● **Activity**
Give the count of lines below that include the word "محجوب", and say nothing else.

● **Exercise data**
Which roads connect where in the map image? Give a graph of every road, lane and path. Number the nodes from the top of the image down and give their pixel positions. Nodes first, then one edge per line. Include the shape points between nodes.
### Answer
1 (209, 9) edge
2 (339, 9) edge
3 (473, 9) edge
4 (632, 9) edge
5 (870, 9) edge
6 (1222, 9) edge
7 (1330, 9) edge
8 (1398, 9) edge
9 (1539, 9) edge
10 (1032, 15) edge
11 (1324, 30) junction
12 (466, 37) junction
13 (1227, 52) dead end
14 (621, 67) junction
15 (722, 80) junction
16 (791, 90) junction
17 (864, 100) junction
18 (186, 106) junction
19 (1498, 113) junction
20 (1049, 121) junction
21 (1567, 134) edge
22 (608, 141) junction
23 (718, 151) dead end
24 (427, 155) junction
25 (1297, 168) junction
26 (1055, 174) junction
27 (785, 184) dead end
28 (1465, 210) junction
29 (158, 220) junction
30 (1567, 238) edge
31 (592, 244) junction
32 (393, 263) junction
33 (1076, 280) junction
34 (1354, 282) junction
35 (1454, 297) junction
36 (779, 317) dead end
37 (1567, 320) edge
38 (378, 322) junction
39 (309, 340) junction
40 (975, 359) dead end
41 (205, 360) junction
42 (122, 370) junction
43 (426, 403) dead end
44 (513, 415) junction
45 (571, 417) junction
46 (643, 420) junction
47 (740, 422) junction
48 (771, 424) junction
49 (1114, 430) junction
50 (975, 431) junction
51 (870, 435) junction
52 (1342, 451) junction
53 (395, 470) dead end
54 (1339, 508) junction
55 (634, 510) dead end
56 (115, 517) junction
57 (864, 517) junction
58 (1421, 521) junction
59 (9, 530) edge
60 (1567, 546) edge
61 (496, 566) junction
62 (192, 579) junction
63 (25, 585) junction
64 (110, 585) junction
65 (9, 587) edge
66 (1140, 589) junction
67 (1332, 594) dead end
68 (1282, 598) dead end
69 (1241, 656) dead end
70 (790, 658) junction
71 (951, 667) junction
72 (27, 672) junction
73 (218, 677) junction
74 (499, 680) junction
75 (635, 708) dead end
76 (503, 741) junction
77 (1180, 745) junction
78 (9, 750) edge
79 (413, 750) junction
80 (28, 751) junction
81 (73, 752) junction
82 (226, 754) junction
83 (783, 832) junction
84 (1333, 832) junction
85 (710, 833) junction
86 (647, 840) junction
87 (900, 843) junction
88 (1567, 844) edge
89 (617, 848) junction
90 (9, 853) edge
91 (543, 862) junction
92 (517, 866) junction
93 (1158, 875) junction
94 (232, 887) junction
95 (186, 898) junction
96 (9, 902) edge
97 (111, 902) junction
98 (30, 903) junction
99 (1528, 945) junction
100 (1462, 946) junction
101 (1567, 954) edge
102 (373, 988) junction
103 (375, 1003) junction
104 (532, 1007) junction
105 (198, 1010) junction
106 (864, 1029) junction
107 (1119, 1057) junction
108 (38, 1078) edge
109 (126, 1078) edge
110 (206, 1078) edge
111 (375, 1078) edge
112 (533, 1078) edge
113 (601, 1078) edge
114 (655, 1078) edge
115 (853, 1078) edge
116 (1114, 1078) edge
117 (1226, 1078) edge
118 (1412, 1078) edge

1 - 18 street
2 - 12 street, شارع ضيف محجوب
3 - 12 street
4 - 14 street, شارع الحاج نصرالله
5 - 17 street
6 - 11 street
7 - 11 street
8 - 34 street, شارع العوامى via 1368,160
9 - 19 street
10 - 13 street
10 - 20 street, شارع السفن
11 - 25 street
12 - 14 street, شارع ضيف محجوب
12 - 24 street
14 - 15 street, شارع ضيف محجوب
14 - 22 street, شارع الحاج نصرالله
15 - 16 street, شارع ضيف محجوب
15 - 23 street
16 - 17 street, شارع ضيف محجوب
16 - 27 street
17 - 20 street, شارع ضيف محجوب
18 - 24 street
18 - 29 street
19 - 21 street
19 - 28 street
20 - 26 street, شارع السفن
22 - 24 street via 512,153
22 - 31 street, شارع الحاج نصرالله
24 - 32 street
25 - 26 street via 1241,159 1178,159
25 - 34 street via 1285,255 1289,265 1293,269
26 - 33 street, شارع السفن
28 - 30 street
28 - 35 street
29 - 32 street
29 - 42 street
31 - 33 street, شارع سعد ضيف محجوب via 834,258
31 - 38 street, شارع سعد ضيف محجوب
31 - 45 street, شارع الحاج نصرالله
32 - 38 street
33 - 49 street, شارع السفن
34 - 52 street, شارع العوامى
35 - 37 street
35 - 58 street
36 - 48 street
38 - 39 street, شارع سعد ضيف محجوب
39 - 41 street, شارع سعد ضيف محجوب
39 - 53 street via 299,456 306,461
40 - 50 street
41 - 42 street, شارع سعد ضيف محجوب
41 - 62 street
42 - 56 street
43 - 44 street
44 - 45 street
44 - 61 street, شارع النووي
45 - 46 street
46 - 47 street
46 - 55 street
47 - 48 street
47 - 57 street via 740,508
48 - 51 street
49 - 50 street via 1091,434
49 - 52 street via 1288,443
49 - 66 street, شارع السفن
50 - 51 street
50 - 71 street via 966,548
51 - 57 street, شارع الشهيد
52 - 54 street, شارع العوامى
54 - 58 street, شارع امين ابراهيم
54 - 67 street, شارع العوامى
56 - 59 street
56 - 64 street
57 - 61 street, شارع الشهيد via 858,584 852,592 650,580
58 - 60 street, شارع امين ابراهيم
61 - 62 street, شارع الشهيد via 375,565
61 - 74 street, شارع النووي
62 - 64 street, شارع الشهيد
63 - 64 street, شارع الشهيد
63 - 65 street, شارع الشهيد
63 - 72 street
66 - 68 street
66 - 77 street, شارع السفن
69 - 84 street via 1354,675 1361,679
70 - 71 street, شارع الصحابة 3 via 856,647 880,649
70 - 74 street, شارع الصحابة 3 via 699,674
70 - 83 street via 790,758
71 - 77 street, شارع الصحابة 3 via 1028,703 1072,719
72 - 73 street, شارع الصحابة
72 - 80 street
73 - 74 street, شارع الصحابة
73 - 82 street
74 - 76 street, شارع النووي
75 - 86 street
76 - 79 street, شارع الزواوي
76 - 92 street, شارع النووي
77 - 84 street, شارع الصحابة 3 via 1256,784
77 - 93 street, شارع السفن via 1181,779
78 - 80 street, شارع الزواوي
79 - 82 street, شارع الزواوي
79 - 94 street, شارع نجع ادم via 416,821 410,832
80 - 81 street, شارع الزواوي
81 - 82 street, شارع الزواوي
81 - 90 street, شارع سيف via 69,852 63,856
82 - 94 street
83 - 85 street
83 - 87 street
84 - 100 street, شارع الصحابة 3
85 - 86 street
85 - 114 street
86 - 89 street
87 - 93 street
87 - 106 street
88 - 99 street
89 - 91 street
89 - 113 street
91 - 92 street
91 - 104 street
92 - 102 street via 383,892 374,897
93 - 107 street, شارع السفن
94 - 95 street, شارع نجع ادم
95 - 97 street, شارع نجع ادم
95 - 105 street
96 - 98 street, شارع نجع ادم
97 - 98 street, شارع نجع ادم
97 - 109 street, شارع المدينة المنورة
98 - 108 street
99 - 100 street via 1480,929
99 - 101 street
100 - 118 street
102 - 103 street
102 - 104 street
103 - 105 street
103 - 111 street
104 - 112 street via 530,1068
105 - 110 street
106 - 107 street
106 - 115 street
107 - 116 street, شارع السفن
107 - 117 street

● **Task solution**
11